▶ What to produce: Your answer must be every line of the data below that holds the string "Bend", copied exactly.

:: Listed entries

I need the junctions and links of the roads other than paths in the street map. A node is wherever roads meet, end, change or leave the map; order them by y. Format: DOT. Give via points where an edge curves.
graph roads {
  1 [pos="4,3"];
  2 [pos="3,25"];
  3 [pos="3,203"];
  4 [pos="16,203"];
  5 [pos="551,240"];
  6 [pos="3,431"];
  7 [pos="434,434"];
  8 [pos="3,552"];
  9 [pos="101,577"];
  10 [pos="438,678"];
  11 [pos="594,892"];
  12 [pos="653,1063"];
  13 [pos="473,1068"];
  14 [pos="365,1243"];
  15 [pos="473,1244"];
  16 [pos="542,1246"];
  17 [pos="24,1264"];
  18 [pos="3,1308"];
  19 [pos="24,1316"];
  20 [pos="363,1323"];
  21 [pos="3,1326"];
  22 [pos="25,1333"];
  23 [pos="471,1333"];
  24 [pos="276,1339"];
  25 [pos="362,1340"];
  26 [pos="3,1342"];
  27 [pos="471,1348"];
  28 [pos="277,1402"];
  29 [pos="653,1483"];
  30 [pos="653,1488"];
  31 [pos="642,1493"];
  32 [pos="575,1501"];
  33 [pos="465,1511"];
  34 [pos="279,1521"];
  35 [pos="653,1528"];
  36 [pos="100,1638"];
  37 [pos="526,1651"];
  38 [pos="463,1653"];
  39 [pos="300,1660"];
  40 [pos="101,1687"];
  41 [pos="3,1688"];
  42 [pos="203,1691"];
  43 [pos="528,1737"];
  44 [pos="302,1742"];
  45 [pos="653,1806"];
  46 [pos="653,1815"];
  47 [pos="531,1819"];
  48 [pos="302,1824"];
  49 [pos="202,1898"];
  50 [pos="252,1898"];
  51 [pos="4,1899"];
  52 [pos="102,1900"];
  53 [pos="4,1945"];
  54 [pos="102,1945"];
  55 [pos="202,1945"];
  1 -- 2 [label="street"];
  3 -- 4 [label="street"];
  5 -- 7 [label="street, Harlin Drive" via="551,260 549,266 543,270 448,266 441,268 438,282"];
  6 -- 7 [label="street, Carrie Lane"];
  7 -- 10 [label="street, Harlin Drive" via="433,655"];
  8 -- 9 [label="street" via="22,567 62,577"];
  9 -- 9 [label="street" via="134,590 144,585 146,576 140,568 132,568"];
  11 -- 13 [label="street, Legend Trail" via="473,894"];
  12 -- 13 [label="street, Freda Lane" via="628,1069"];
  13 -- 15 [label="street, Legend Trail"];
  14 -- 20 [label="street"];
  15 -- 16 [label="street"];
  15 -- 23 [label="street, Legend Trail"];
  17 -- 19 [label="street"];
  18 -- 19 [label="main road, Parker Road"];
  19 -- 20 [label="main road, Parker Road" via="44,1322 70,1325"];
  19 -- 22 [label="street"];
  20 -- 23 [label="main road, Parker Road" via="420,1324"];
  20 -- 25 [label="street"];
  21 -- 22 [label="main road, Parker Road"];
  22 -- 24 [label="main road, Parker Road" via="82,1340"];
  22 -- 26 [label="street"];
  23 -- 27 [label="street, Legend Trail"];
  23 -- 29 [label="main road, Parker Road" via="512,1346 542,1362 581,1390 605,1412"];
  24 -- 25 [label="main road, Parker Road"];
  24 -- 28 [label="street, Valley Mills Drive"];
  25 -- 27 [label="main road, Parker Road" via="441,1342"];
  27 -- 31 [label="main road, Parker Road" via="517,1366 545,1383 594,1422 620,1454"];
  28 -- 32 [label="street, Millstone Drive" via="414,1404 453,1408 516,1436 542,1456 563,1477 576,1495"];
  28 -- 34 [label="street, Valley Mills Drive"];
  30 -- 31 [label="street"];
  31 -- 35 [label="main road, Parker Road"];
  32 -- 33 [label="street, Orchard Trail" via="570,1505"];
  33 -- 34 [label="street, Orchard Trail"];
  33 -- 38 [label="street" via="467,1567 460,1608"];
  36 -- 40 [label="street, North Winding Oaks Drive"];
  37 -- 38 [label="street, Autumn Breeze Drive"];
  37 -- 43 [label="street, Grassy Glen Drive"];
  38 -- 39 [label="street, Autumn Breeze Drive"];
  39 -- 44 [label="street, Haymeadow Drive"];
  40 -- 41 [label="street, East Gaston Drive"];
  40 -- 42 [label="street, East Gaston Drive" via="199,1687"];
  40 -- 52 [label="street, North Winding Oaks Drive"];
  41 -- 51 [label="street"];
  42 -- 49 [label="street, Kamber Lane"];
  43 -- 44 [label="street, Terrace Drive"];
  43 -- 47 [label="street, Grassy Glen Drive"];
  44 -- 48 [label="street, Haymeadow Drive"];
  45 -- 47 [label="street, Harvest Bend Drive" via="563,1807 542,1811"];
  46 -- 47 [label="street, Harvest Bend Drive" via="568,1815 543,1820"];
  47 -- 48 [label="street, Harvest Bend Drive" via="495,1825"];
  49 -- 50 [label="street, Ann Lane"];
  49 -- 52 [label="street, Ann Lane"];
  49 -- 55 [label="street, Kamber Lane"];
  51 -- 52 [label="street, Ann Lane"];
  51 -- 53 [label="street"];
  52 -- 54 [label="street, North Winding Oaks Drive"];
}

::::

▶ Output for this exercise:
  45 -- 47 [label="street, Harvest Bend Drive" via="563,1807 542,1811"];
  46 -- 47 [label="street, Harvest Bend Drive" via="568,1815 543,1820"];
  47 -- 48 [label="street, Harvest Bend Drive" via="495,1825"];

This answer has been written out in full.